The success of the comic strip, the first to cast either Putin or Medvedev, has much to do with its timing. Russia holds a presidential election next March and speculation is rife about who from the Putin-Medvedev ruling tandem will run for the country’s top job.
But the cartoon’s humorous touches have also earned it many fans among politics-weary Russians.
“It’s amusing. I would say it’s even postmodernist,” says political analyst Nikolai Petrov. “It contains a multitude of quotations and hints, starting with the view of Moscow highlighting the British embassy.”
Judo And Gadgets
The action is set in the Russian capital “one year before the end of the world.” The plot, based on the U.S. action film “Speed,” pokes gentle fun at Putin’s judo skills and Medvedev’s predilection for technological gadgets.
Putin is joined on the ill-fated bus by “nano-human” Medvedev, who unzips his bear suit before sending a crawling iPad to deactivate the bomb.
“My Precious, I know you won’t let me down,” the president tenderly tells his device.
The bus then enters Moscow’s traffic-congested “twilight” zone, where it is attacked by a crowd of bloodthirsty zombies donning buckets on their heads — a reference to the “Blue Bucket Brigade,” a group of Muscovites who use blue buckets to protest the flashing lights placed by many government officials on their cars to bypass traffic.
After fighting off zombies screaming, “Free Khodorkovsky!” and, “Let us elect governors!” the heroes face a giant troll in the final act.

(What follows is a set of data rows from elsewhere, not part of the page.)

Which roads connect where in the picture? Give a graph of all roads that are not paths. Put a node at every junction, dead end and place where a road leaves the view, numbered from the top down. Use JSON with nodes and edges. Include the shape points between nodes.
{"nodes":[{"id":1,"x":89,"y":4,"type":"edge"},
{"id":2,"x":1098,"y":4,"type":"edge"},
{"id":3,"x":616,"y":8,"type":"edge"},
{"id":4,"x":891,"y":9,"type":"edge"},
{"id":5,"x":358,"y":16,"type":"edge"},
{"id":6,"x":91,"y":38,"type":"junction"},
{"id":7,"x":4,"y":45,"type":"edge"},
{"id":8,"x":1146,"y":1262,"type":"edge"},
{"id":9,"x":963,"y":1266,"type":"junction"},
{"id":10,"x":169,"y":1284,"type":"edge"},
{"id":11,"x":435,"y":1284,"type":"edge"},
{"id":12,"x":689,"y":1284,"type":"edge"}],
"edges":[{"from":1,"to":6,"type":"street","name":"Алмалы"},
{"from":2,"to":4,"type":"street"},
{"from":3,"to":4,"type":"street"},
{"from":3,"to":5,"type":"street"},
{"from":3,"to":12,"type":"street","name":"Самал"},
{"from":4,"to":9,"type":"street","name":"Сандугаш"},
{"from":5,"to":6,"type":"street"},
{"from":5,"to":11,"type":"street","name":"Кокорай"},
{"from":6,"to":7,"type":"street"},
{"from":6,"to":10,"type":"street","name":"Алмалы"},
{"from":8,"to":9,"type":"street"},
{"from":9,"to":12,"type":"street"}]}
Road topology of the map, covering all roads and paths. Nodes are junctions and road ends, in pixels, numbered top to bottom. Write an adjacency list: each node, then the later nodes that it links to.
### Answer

While Internet users have identified the troll as either Emergencies Minister Sergei Shoigu or anticorruption blogger Aleksei Navalny, the cartoon’s creators have fueled the mystery by saying the creature was inspired by Russian ballerina Anastasia Volochkova, who made waves in February when she broke publicly with the ruling United Russia party.
The strip’s writer, Sergei Kalenik, says it was created in two weeks and none of those involved in the project was paid.

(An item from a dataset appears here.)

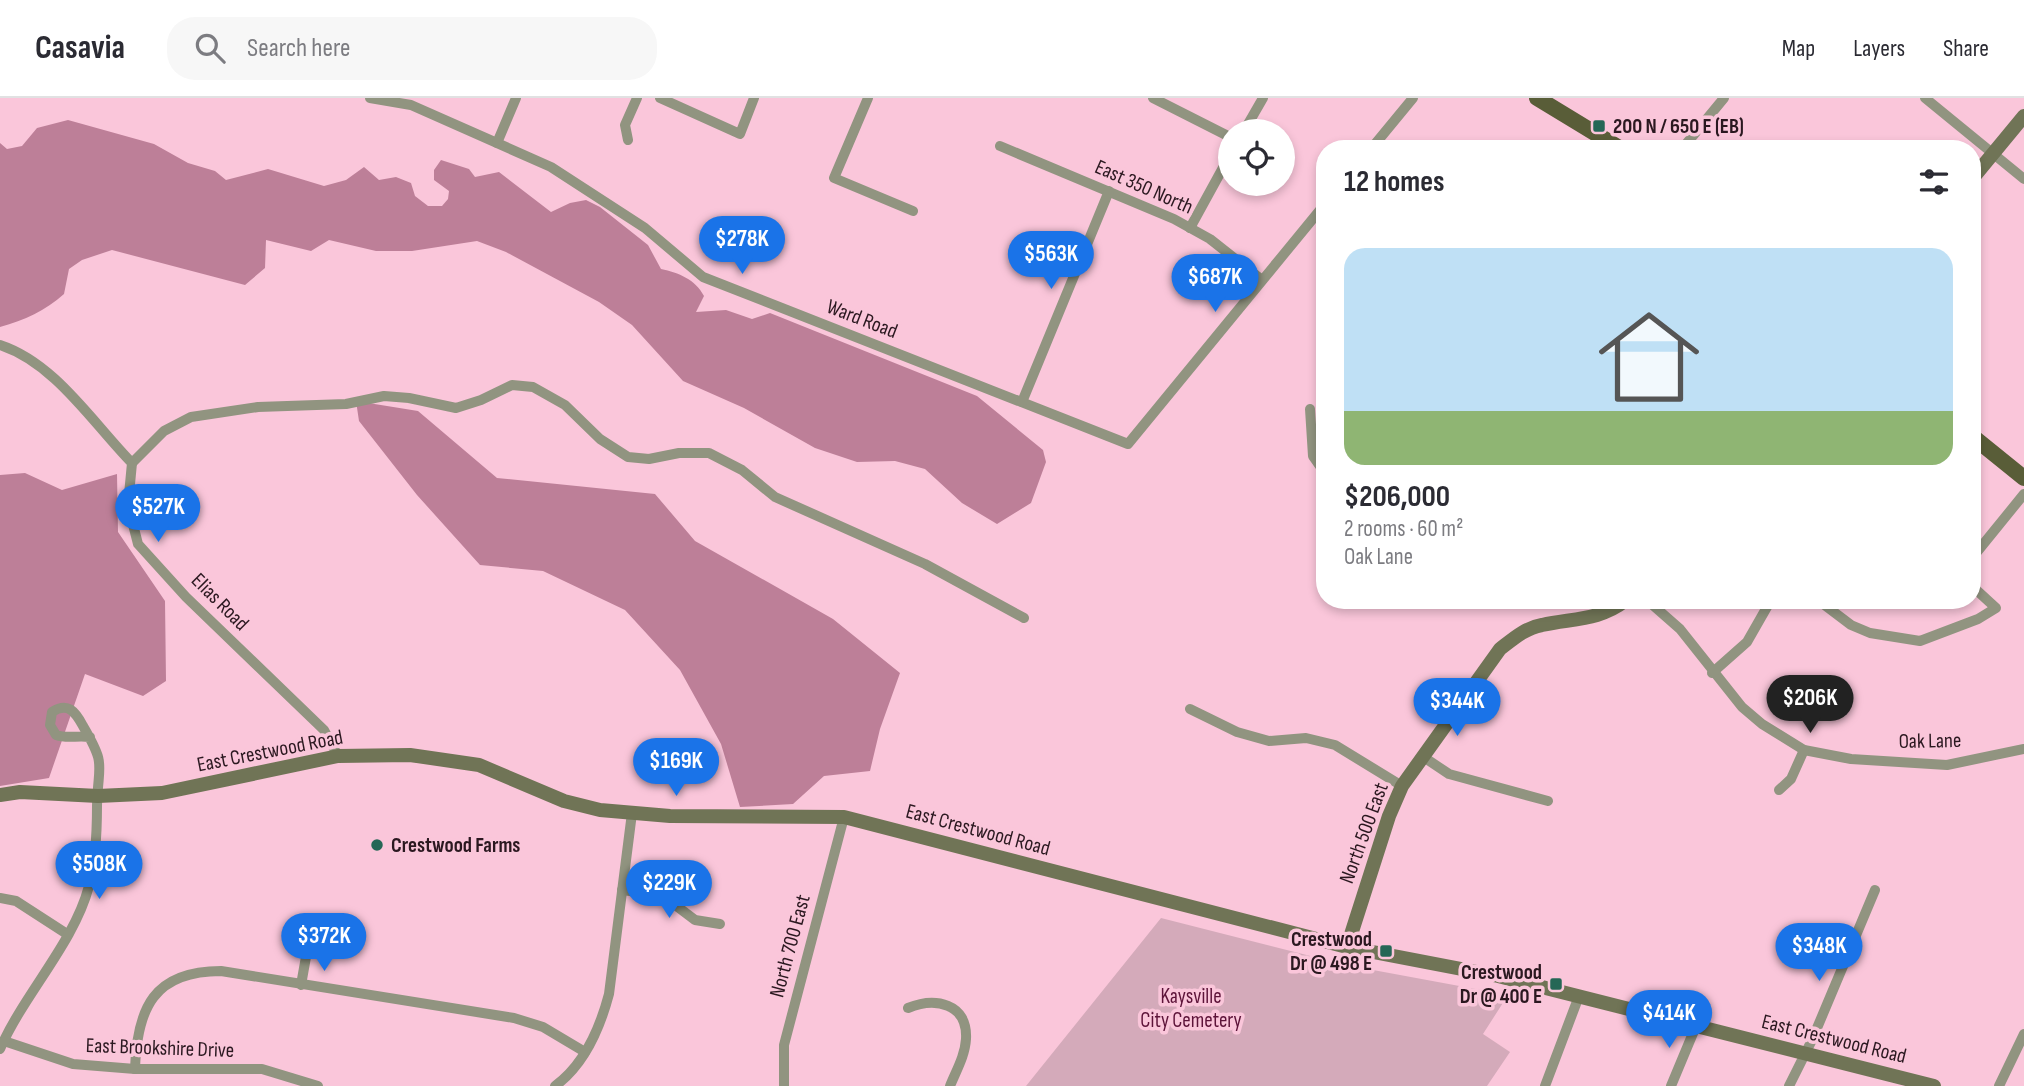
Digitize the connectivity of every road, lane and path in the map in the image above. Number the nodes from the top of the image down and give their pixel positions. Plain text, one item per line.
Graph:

The aim? Liven up what he describes as Russia’s “depressing political scene.”
“We thought that the elections are coming up and that things are pretty boring on the Internet — no one is doing anything fun about the elections,” he tells RFE/RL. “So we decided to take matters into our own hands and make a comic stip.”

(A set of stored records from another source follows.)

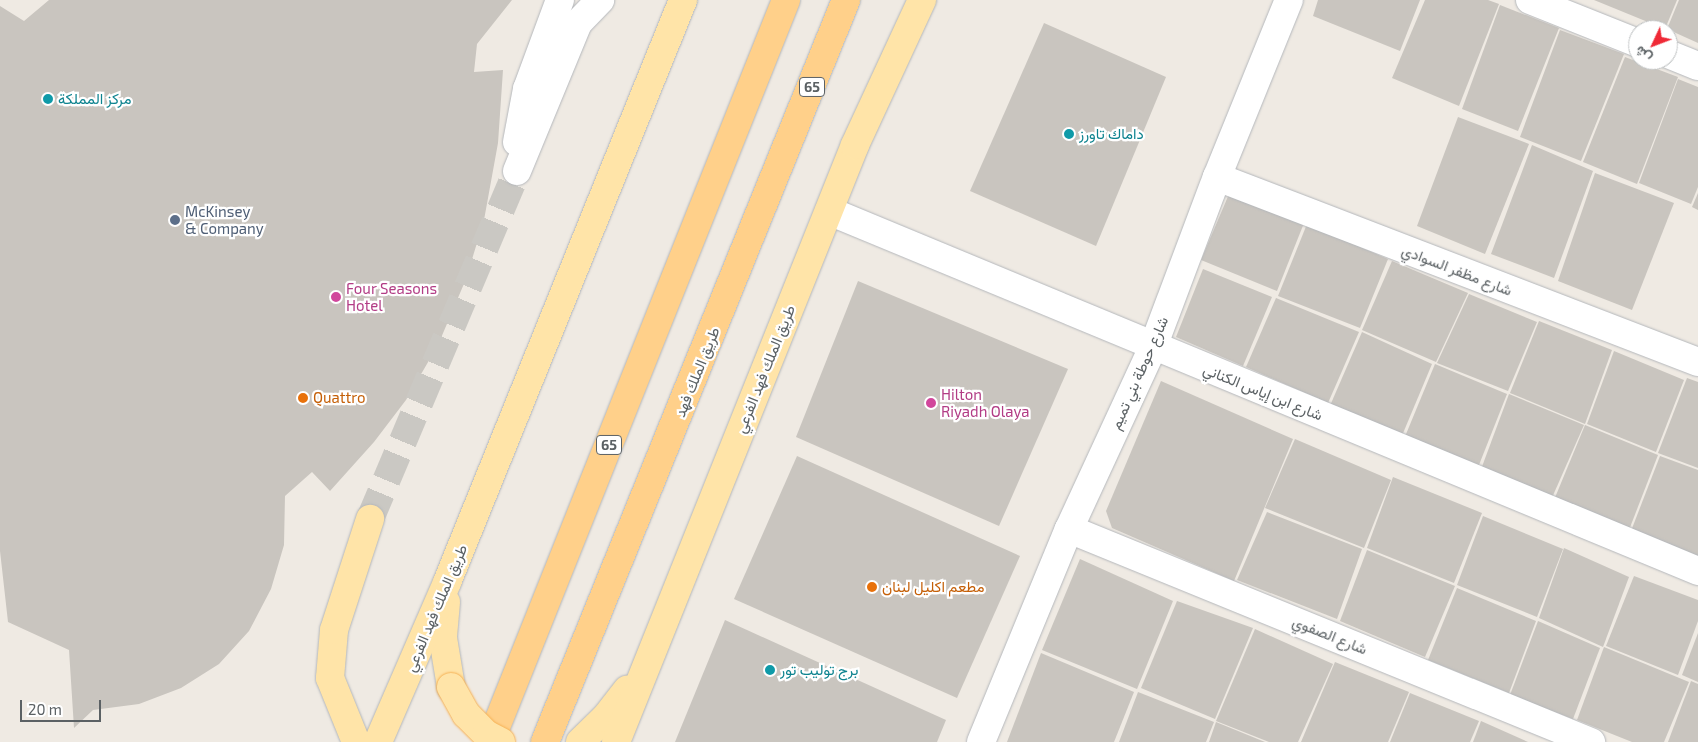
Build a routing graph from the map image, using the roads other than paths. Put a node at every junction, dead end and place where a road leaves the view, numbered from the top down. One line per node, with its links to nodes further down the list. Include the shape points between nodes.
1 (560, 0): 2 (street, via 527,88 517,130 517,171 578,23)
2 (600, 0)
3 (683, 0): 19 (main road, طريق الملك فهد الفرعي)
4 (786, 0): 24 (highway, 65)
5 (846, 0): 26 (highway, طريق الملك فهد / 65)
6 (922, 0): 13 (main road, طريق الملك فهد الفرعي)
7 (1289, 0): 12 (street, شارع حوطة بني تميم)
8 (1530, 0): 9 (street)
9 (1628, 38)
10 (1678, 58): 11 (street)
11 (1698, 66)
12 (1217, 177): 14 (street, شارع حوطة بني تميم); 15 (street, شارع مظفر السوادي)
13 (829, 211): 14 (street, شارع ابن إياس الكناني); 20 (main road, طريق الملك فهد الفرعي)
14 (1152, 347): 17 (street, شارع حوطة بني تميم); 18 (street, شارع ابن إياس الكناني)
15 (1698, 362)
16 (370, 518): 22 (main road, via 334,630 330,678)
17 (1069, 529): 28 (street, شارع حوطة بني تميم); 29 (street, شارع الصفوي)
18 (1698, 571)
19 (448, 580): 23 (main road, طريق الملك فهد الفرعي); 25 (main road, bridge, via 443,638 451,688 466,714 486,734)
20 (645, 666): 21 (main road); 27 (main road, طريق الملك فهد الفرعي)
21 (583, 741)
22 (356, 742)
23 (378, 742)
24 (490, 742)
25 (501, 742)
26 (545, 742)
27 (616, 742)
28 (981, 742)
29 (1591, 742)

Emboldened by his success, Kalenik, a 25-year-old PR freelancer, says he is now actively looking for sponsors to produce a dozen sequels.
But the comic strip has also attracted a fair amount of criticism.
Some Internet users see it as a public-relations stunt pitting a valiant Putin against zombie-like opposition forces.
“It’s a disgrace, a slap in the face of the people,” one viewer commented on LiveJournal.
“The majority of ‘blue buckets’ are educated, thinking people,” another wrote. “The idea behind this comic strip, however, inspires respect; it’s an astute, effective PR move.”
“Either Kalenik tells the truth and this is an attempt to get a job, make money, and continue the comic strips, either it directly or indirectly carries out specific political directives ahead of the elections,” says Petrov. “The part depicting civil society is particularly suspicious.”
Kalenik denies taking orders from the Kremlin or any other political force.
He says several media outlets actually refused to publish the cartoon because it describes Medvedev as “a gnome raised by bears.”
Kalenik, however, hopes the Kremlin appreciates his work.
“I don’t actually know whether Medvedev and Putin liked it, but I very much hope they did,” he says. “I wrote to Medvedev on Twitter but got no answer. The official media are all tight-lipped, they are obviously waiting for instructions.”
Stanislav Belkovsky, a political analyst seen as having Kremlin connections, believes the state-controlled media have no reason to pay attention to the comic strip.
He dismisses it as yet another attempt to cash in on Putin’s high popularity ratings.
“The Putin brand is a good method to promote any product, from vodka to online comic strips,” he says. “Many use it to achieve wealth and fame. I think the Putin brand has been used so many times for commercial use that this comic strip is really no sensation.”
Still, “Superputin” is the latest in a string of slick, Putin-themed gimmicks that have emerged on the Internet with next year’s elections on the horizon.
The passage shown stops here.